REQUIRED WORK -> Write out all of the entries below word for word.

SOURCE DATA ->
--*--
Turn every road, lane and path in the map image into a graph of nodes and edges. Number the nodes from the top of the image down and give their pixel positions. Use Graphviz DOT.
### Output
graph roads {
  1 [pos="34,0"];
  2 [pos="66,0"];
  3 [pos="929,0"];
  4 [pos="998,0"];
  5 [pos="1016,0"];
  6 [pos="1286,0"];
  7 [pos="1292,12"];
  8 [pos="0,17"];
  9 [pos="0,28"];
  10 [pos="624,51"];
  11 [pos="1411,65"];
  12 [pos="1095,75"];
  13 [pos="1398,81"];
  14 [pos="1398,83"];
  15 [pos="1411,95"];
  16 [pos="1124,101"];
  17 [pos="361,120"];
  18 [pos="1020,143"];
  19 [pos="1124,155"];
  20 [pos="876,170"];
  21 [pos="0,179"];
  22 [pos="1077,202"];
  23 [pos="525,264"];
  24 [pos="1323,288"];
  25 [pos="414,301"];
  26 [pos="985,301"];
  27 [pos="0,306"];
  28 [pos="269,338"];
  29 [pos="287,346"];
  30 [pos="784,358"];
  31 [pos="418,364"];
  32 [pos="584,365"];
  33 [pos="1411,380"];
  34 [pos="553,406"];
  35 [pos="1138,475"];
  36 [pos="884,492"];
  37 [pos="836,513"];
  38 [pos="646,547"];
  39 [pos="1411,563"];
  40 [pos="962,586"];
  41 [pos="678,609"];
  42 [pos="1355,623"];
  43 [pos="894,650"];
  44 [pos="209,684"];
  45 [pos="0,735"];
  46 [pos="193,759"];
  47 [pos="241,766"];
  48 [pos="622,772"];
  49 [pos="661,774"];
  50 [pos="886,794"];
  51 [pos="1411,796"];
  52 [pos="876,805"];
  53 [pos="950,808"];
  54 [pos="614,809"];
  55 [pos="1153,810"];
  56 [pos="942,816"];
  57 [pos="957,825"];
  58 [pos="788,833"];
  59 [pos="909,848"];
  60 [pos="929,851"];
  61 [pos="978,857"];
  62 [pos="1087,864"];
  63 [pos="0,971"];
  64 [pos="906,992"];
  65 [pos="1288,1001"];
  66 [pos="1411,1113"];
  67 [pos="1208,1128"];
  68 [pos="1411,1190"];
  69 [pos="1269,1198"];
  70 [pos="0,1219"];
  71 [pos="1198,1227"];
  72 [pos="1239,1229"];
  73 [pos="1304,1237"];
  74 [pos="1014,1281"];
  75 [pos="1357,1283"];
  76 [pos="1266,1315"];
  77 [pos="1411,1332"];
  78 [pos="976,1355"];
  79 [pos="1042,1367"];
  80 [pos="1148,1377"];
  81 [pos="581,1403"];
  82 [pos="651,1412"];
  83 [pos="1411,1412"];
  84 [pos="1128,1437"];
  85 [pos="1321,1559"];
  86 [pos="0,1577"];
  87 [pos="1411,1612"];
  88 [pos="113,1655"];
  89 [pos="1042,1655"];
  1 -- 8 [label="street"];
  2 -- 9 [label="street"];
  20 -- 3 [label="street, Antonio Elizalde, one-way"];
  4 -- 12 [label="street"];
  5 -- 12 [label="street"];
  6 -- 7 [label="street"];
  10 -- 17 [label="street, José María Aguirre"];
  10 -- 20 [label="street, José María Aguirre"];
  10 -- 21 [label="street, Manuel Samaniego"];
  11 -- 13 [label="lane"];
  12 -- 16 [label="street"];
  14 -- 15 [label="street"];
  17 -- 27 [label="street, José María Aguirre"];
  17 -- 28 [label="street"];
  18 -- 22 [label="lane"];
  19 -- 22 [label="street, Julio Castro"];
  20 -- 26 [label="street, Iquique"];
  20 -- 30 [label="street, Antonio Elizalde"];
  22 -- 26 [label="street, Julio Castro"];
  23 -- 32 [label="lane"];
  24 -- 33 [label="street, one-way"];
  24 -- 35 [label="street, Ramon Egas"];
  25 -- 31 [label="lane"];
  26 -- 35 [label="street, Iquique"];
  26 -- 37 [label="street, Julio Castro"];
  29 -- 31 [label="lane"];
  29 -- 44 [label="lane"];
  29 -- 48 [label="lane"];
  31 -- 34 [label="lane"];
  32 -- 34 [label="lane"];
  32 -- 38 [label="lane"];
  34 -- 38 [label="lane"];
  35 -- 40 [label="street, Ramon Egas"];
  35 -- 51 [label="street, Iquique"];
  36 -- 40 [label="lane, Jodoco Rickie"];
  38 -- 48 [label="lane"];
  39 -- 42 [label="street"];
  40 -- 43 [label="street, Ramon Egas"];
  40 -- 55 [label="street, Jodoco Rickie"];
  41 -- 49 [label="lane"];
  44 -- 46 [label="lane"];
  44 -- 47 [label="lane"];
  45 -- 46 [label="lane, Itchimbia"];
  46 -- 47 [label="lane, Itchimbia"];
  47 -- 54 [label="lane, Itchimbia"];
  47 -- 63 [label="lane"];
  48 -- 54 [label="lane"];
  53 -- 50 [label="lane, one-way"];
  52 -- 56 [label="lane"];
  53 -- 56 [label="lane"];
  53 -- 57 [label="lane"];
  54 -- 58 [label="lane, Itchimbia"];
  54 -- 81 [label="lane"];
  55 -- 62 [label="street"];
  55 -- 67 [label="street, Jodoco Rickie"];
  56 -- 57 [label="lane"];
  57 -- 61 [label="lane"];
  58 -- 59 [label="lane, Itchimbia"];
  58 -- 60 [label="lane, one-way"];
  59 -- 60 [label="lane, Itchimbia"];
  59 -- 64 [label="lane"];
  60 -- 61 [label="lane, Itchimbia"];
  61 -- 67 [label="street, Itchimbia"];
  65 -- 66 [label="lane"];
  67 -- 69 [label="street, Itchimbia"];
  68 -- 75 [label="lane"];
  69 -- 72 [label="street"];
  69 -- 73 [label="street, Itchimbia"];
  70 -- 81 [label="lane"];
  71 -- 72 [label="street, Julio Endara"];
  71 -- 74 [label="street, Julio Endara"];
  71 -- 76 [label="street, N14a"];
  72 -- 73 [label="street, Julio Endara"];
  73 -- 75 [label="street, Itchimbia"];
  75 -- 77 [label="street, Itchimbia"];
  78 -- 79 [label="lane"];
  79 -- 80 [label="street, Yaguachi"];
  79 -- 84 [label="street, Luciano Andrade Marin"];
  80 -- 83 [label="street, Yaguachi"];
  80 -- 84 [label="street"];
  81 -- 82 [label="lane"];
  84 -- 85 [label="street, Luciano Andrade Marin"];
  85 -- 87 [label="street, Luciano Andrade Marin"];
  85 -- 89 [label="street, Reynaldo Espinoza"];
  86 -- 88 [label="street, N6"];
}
--*--
RESPONSE AREA ->
Turn every road, lane and path in the map image into a graph of nodes and edges. Number the nodes from the top of the image down and give their pixel positions. Use Graphviz DOT.
### Output
graph roads {
  1 [pos="34,0"];
  2 [pos="66,0"];
  3 [pos="929,0"];
  4 [pos="998,0"];
  5 [pos="1016,0"];
  6 [pos="1286,0"];
  7 [pos="1292,12"];
  8 [pos="0,17"];
  9 [pos="0,28"];
  10 [pos="624,51"];
  11 [pos="1411,65"];
  12 [pos="1095,75"];
  13 [pos="1398,81"];
  14 [pos="1398,83"];
  15 [pos="1411,95"];
  16 [pos="1124,101"];
  17 [pos="361,120"];
  18 [pos="1020,143"];
  19 [pos="1124,155"];
  20 [pos="876,170"];
  21 [pos="0,179"];
  22 [pos="1077,202"];
  23 [pos="525,264"];
  24 [pos="1323,288"];
  25 [pos="414,301"];
  26 [pos="985,301"];
  27 [pos="0,306"];
  28 [pos="269,338"];
  29 [pos="287,346"];
  30 [pos="784,358"];
  31 [pos="418,364"];
  32 [pos="584,365"];
  33 [pos="1411,380"];
  34 [pos="553,406"];
  35 [pos="1138,475"];
  36 [pos="884,492"];
  37 [pos="836,513"];
  38 [pos="646,547"];
  39 [pos="1411,563"];
  40 [pos="962,586"];
  41 [pos="678,609"];
  42 [pos="1355,623"];
  43 [pos="894,650"];
  44 [pos="209,684"];
  45 [pos="0,735"];
  46 [pos="193,759"];
  47 [pos="241,766"];
  48 [pos="622,772"];
  49 [pos="661,774"];
  50 [pos="886,794"];
  51 [pos="1411,796"];
  52 [pos="876,805"];
  53 [pos="950,808"];
  54 [pos="614,809"];
  55 [pos="1153,810"];
  56 [pos="942,816"];
  57 [pos="957,825"];
  58 [pos="788,833"];
  59 [pos="909,848"];
  60 [pos="929,851"];
  61 [pos="978,857"];
  62 [pos="1087,864"];
  63 [pos="0,971"];
  64 [pos="906,992"];
  65 [pos="1288,1001"];
  66 [pos="1411,1113"];
  67 [pos="1208,1128"];
  68 [pos="1411,1190"];
  69 [pos="1269,1198"];
  70 [pos="0,1219"];
  71 [pos="1198,1227"];
  72 [pos="1239,1229"];
  73 [pos="1304,1237"];
  74 [pos="1014,1281"];
  75 [pos="1357,1283"];
  76 [pos="1266,1315"];
  77 [pos="1411,1332"];
  78 [pos="976,1355"];
  79 [pos="1042,1367"];
  80 [pos="1148,1377"];
  81 [pos="581,1403"];
  82 [pos="651,1412"];
  83 [pos="1411,1412"];
  84 [pos="1128,1437"];
  85 [pos="1321,1559"];
  86 [pos="0,1577"];
  87 [pos="1411,1612"];
  88 [pos="113,1655"];
  89 [pos="1042,1655"];
  1 -- 8 [label="street"];
  2 -- 9 [label="street"];
  20 -- 3 [label="street, Antonio Elizalde, one-way"];
  4 -- 12 [label="street"];
  5 -- 12 [label="street"];
  6 -- 7 [label="street"];
  10 -- 17 [label="street, José María Aguirre"];
  10 -- 20 [label="street, José María Aguirre"];
  10 -- 21 [label="street, Manuel Samaniego"];
  11 -- 13 [label="lane"];
  12 -- 16 [label="street"];
  14 -- 15 [label="street"];
  17 -- 27 [label="street, José María Aguirre"];
  17 -- 28 [label="street"];
  18 -- 22 [label="lane"];
  19 -- 22 [label="street, Julio Castro"];
  20 -- 26 [label="street, Iquique"];
  20 -- 30 [label="street, Antonio Elizalde"];
  22 -- 26 [label="street, Julio Castro"];
  23 -- 32 [label="lane"];
  24 -- 33 [label="street, one-way"];
  24 -- 35 [label="street, Ramon Egas"];
  25 -- 31 [label="lane"];
  26 -- 35 [label="street, Iquique"];
  26 -- 37 [label="street, Julio Castro"];
  29 -- 31 [label="lane"];
  29 -- 44 [label="lane"];
  29 -- 48 [label="lane"];
  31 -- 34 [label="lane"];
  32 -- 34 [label="lane"];
  32 -- 38 [label="lane"];
  34 -- 38 [label="lane"];
  35 -- 40 [label="street, Ramon Egas"];
  35 -- 51 [label="street, Iquique"];
  36 -- 40 [label="lane, Jodoco Rickie"];
  38 -- 48 [label="lane"];
  39 -- 42 [label="street"];
  40 -- 43 [label="street, Ramon Egas"];
  40 -- 55 [label="street, Jodoco Rickie"];
  41 -- 49 [label="lane"];
  44 -- 46 [label="lane"];
  44 -- 47 [label="lane"];
  45 -- 46 [label="lane, Itchimbia"];
  46 -- 47 [label="lane, Itchimbia"];
  47 -- 54 [label="lane, Itchimbia"];
  47 -- 63 [label="lane"];
  48 -- 54 [label="lane"];
  53 -- 50 [label="lane, one-way"];
  52 -- 56 [label="lane"];
  53 -- 56 [label="lane"];
  53 -- 57 [label="lane"];
  54 -- 58 [label="lane, Itchimbia"];
  54 -- 81 [label="lane"];
  55 -- 62 [label="street"];
  55 -- 67 [label="street, Jodoco Rickie"];
  56 -- 57 [label="lane"];
  57 -- 61 [label="lane"];
  58 -- 59 [label="lane, Itchimbia"];
  58 -- 60 [label="lane, one-way"];
  59 -- 60 [label="lane, Itchimbia"];
  59 -- 64 [label="lane"];
  60 -- 61 [label="lane, Itchimbia"];
  61 -- 67 [label="street, Itchimbia"];
  65 -- 66 [label="lane"];
  67 -- 69 [label="street, Itchimbia"];
  68 -- 75 [label="lane"];
  69 -- 72 [label="street"];
  69 -- 73 [label="street, Itchimbia"];
  70 -- 81 [label="lane"];
  71 -- 72 [label="street, Julio Endara"];
  71 -- 74 [label="street, Julio Endara"];
  71 -- 76 [label="street, N14a"];
  72 -- 73 [label="street, Julio Endara"];
  73 -- 75 [label="street, Itchimbia"];
  75 -- 77 [label="street, Itchimbia"];
  78 -- 79 [label="lane"];
  79 -- 80 [label="street, Yaguachi"];
  79 -- 84 [label="street, Luciano Andrade Marin"];
  80 -- 83 [label="street, Yaguachi"];
  80 -- 84 [label="street"];
  81 -- 82 [label="lane"];
  84 -- 85 [label="street, Luciano Andrade Marin"];
  85 -- 87 [label="street, Luciano Andrade Marin"];
  85 -- 89 [label="street, Reynaldo Espinoza"];
  86 -- 88 [label="street, N6"];
}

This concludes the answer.